__What is being asked__
The copy has to match the data exactly and leave out every picture.

(Stored data entries)
────

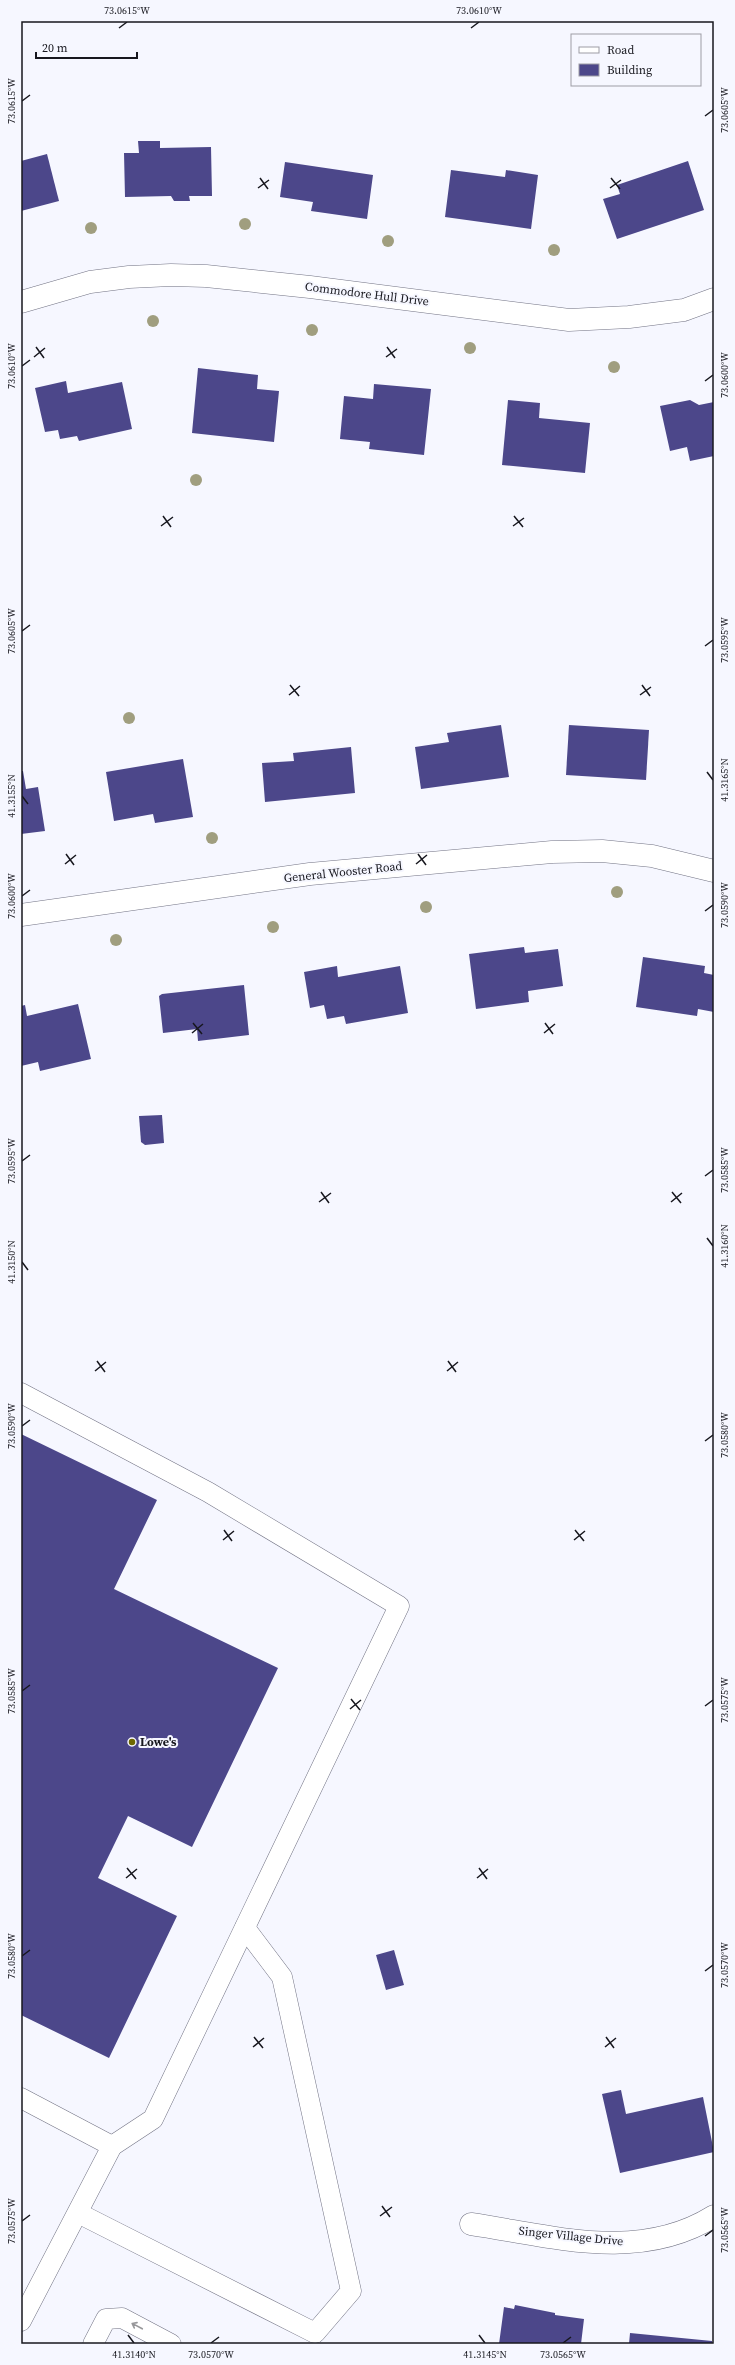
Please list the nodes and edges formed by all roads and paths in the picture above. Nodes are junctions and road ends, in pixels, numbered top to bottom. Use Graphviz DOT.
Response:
graph roads {
  1 [pos="714,299"];
  2 [pos="21,302"];
  3 [pos="714,871"];
  4 [pos="21,915"];
  5 [pos="21,1393"];
  6 [pos="245,1928"];
  7 [pos="21,2098"];
  8 [pos="112,2146"];
  9 [pos="78,2213"];
  10 [pos="714,2216"];
  11 [pos="471,2224"];
  12 [pos="21,2321"];
  13 [pos="93,2344"];
  14 [pos="172,2344"];
  1 -- 2 [label="street, Commodore Hull Drive"];
  3 -- 4 [label="street, General Wooster Road"];
  5 -- 6 [label="lane"];
  6 -- 8 [label="lane"];
  6 -- 9 [label="lane"];
  7 -- 8 [label="lane"];
  8 -- 9 [label="lane"];
  9 -- 12 [label="lane"];
  10 -- 11 [label="street, Singer Village Drive"];
  14 -- 13 [label="lane, one-way"];
}
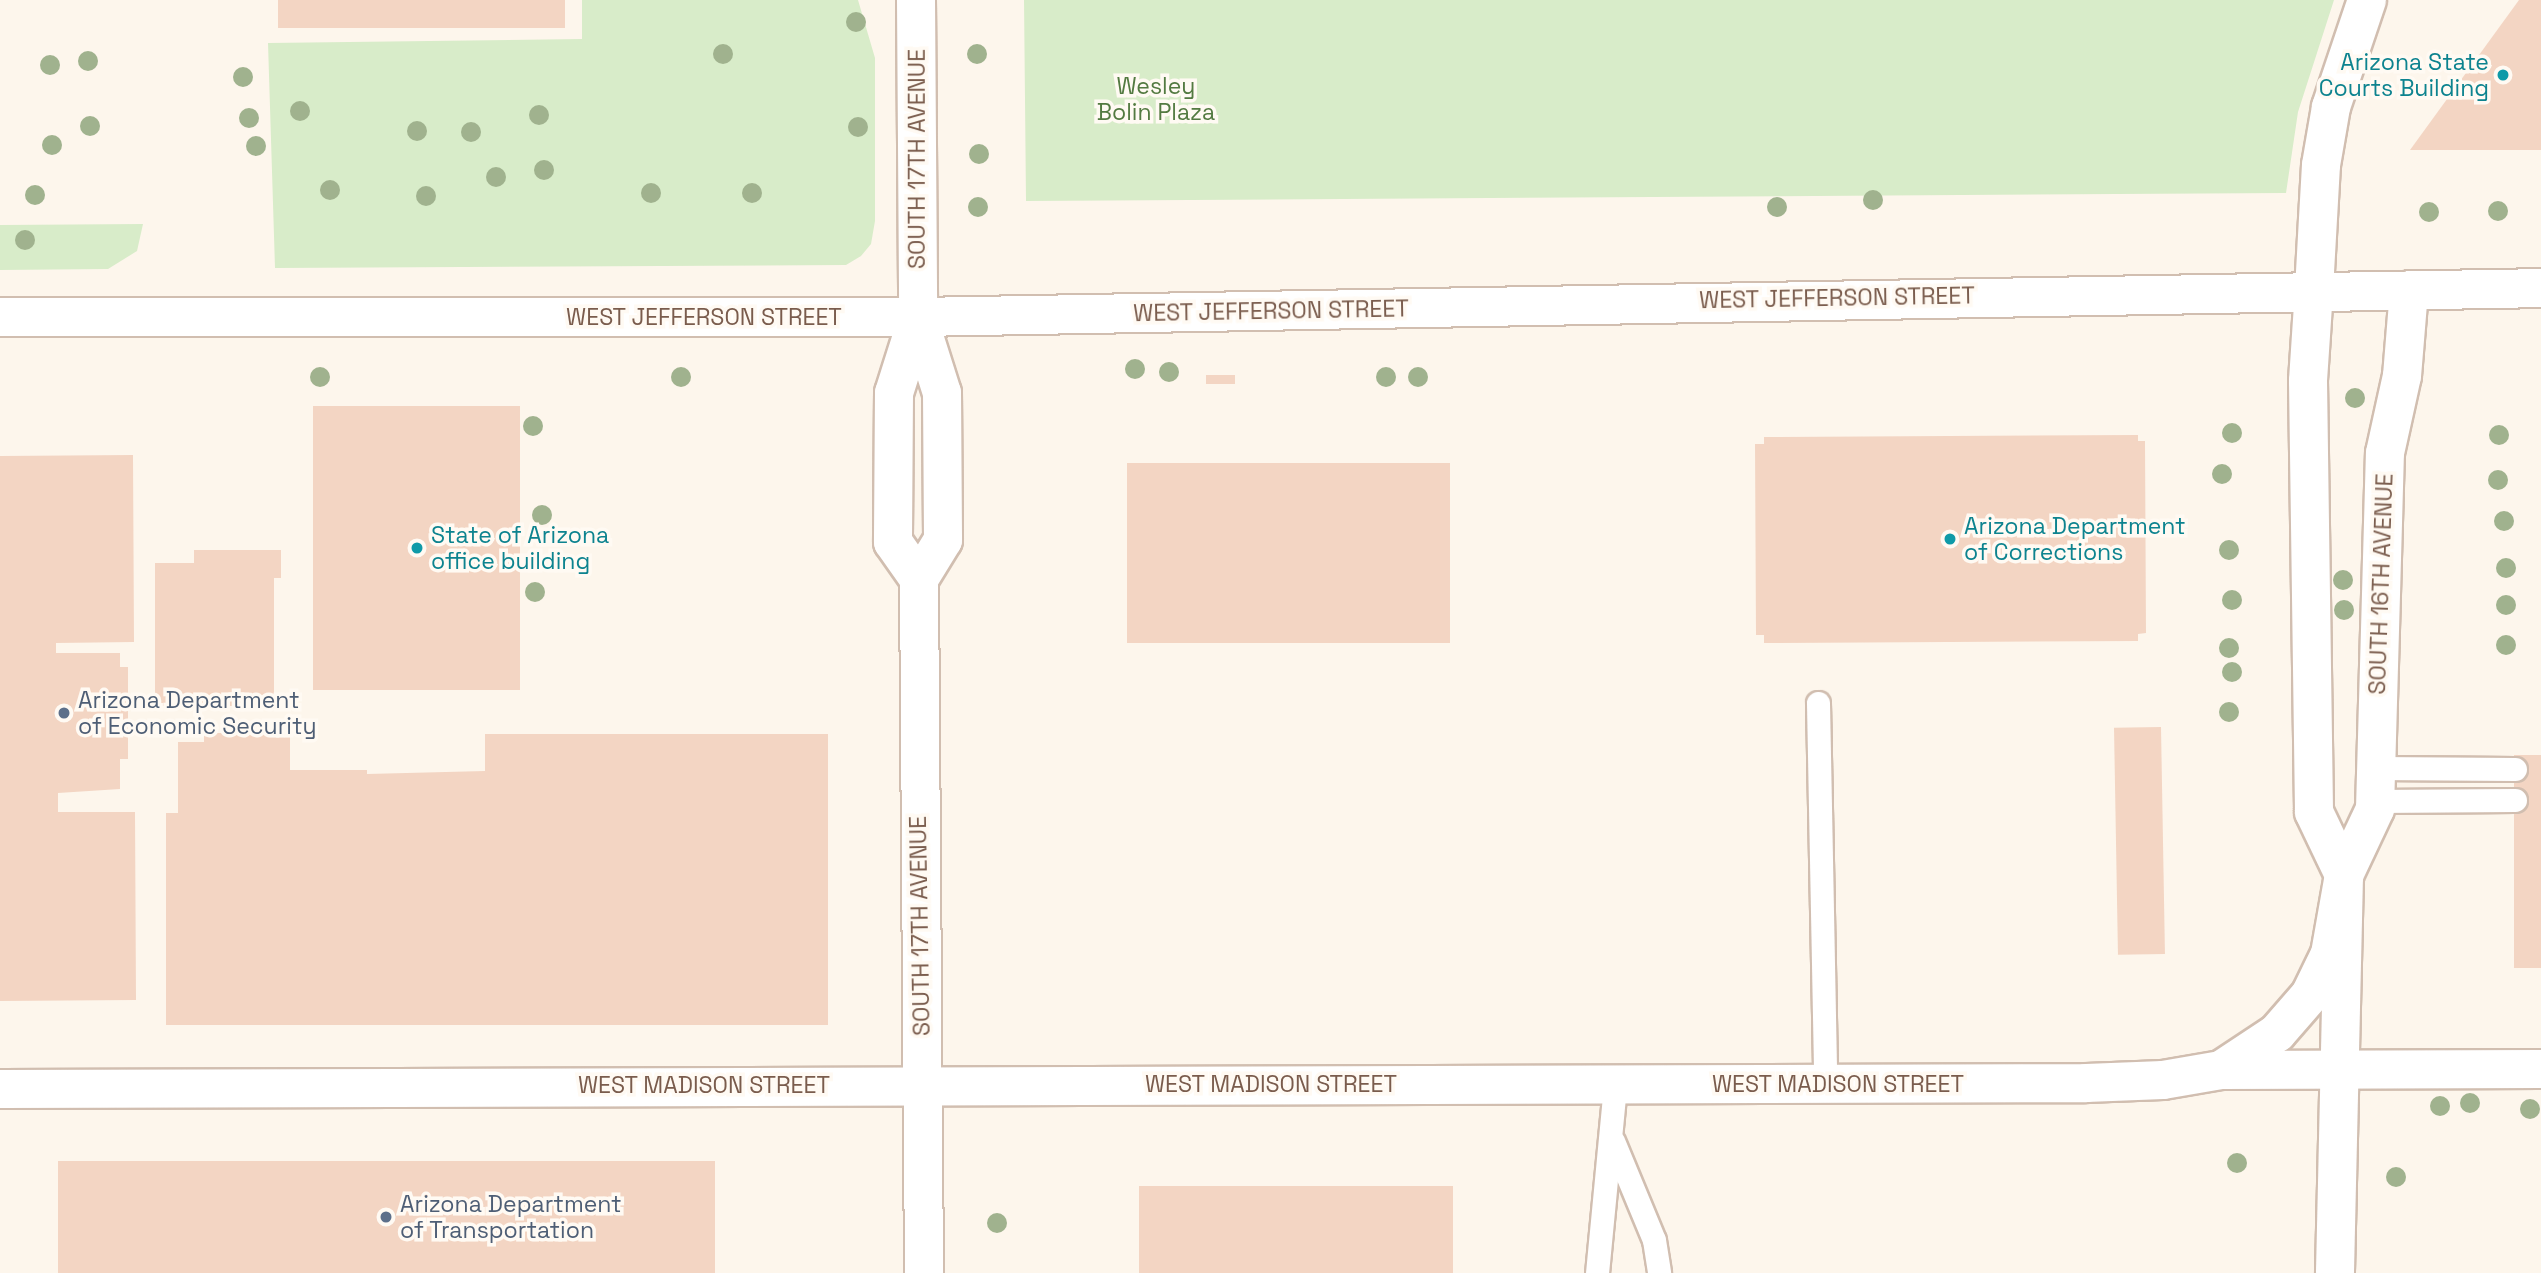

────

__Solution__
Please list the nodes and edges formed by all roads and paths in the picture above. Nodes are junctions and road ends, in pixels, numbered top to bottom. Use Graphviz DOT.
Response:
graph roads {
  1 [pos="714,299"];
  2 [pos="21,302"];
  3 [pos="714,871"];
  4 [pos="21,915"];
  5 [pos="21,1393"];
  6 [pos="245,1928"];
  7 [pos="21,2098"];
  8 [pos="112,2146"];
  9 [pos="78,2213"];
  10 [pos="714,2216"];
  11 [pos="471,2224"];
  12 [pos="21,2321"];
  13 [pos="93,2344"];
  14 [pos="172,2344"];
  1 -- 2 [label="street, Commodore Hull Drive"];
  3 -- 4 [label="street, General Wooster Road"];
  5 -- 6 [label="lane"];
  6 -- 8 [label="lane"];
  6 -- 9 [label="lane"];
  7 -- 8 [label="lane"];
  8 -- 9 [label="lane"];
  9 -- 12 [label="lane"];
  10 -- 11 [label="street, Singer Village Drive"];
  14 -- 13 [label="lane, one-way"];
}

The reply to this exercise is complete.